What is expected: Report every line below that has the string "Avenue" in it.

Source material:
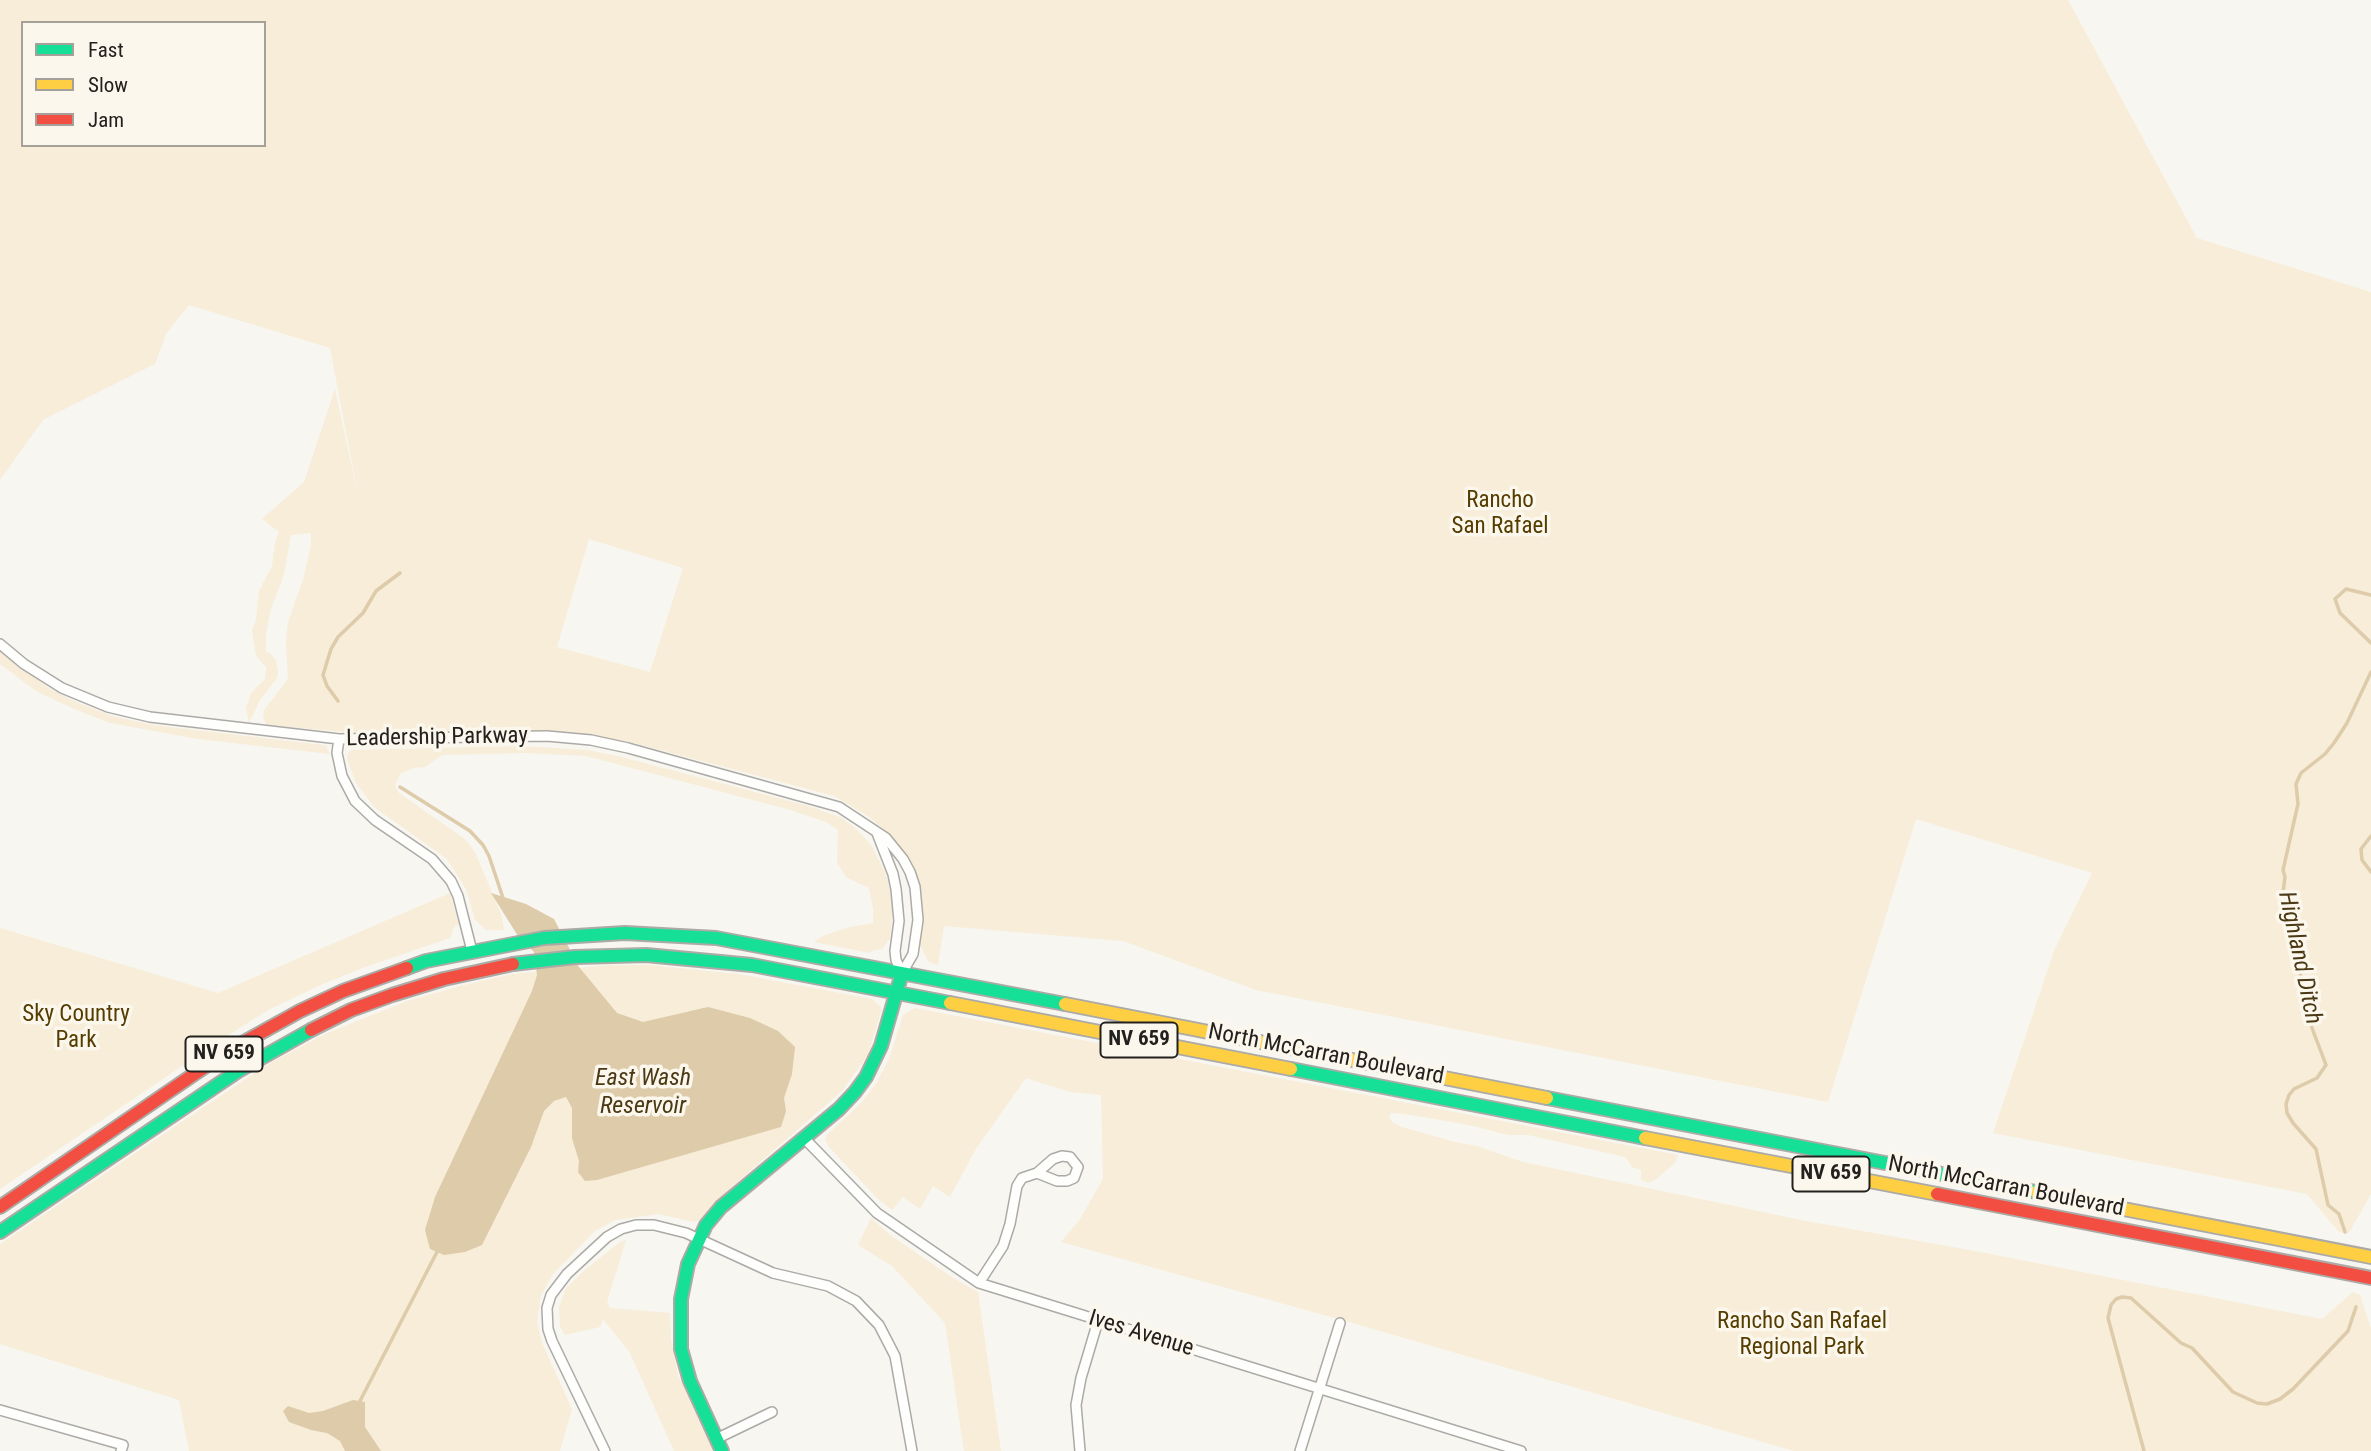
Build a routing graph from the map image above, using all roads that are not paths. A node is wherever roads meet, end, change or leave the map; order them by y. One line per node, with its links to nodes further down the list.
1 (0, 644): 2 (street, Leadership Parkway)
2 (339, 739): 3 (street, Leadership Parkway); 5 (street)
3 (877, 833): 7 (street); 7 (street, Leadership Parkway)
4 (510, 943): 5 (main road, North McCarran Boulevard / NV 659); 6 (main road); 7 (main road, North McCarran Boulevard / NV 659)
5 (472, 951): 8 (main road); 14 (main road, North McCarran Boulevard / NV 659)
6 (477, 971): 8 (main road, North McCarran Boulevard / NV 659); 9 (main road, North McCarran Boulevard / NV 659)
7 (902, 973): 9 (main road); 10 (main road, North McCarran Boulevard / NV 659)
8 (444, 979): 15 (main road, North McCarran Boulevard / NV 659)
9 (897, 993): 11 (main road, North McCarran Boulevard / NV 659); 12 (main road)
10 (1515, 1091): 11 (main road); 16 (main road, North McCarran Boulevard / NV 659)
11 (1511, 1112): 19 (main road, North McCarran Boulevard / NV 659)
12 (804, 1138): 17 (main road); 21 (street, Ives Avenue)
13 (1037, 1173): 21 (street)
14 (0, 1206)
15 (0, 1232)
16 (2269, 1237): 18 (main road, North McCarran Boulevard / NV 659); 19 (main road)
17 (699, 1239): 27 (main road); 29 (street); 30 (street)
18 (2371, 1257)
19 (2265, 1258): 20 (main road, North McCarran Boulevard / NV 659)
20 (2371, 1278)
21 (979, 1283): 22 (street, Ives Avenue)
22 (1098, 1321): 24 (street, Ives Avenue); 31 (street)
23 (1340, 1323): 24 (street)
24 (1319, 1390): 32 (street); 33 (street, Ives Avenue)
25 (0, 1410): 28 (street)
26 (772, 1412): 27 (street)
27 (719, 1445)
28 (122, 1448)
29 (605, 1451)
30 (912, 1451)
31 (1080, 1451)
32 (1300, 1451)
33 (1521, 1451)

Problem solution:
12 (804, 1138): 17 (main road); 21 (street, Ives Avenue)
21 (979, 1283): 22 (street, Ives Avenue)
22 (1098, 1321): 24 (street, Ives Avenue); 31 (street)
24 (1319, 1390): 32 (street); 33 (street, Ives Avenue)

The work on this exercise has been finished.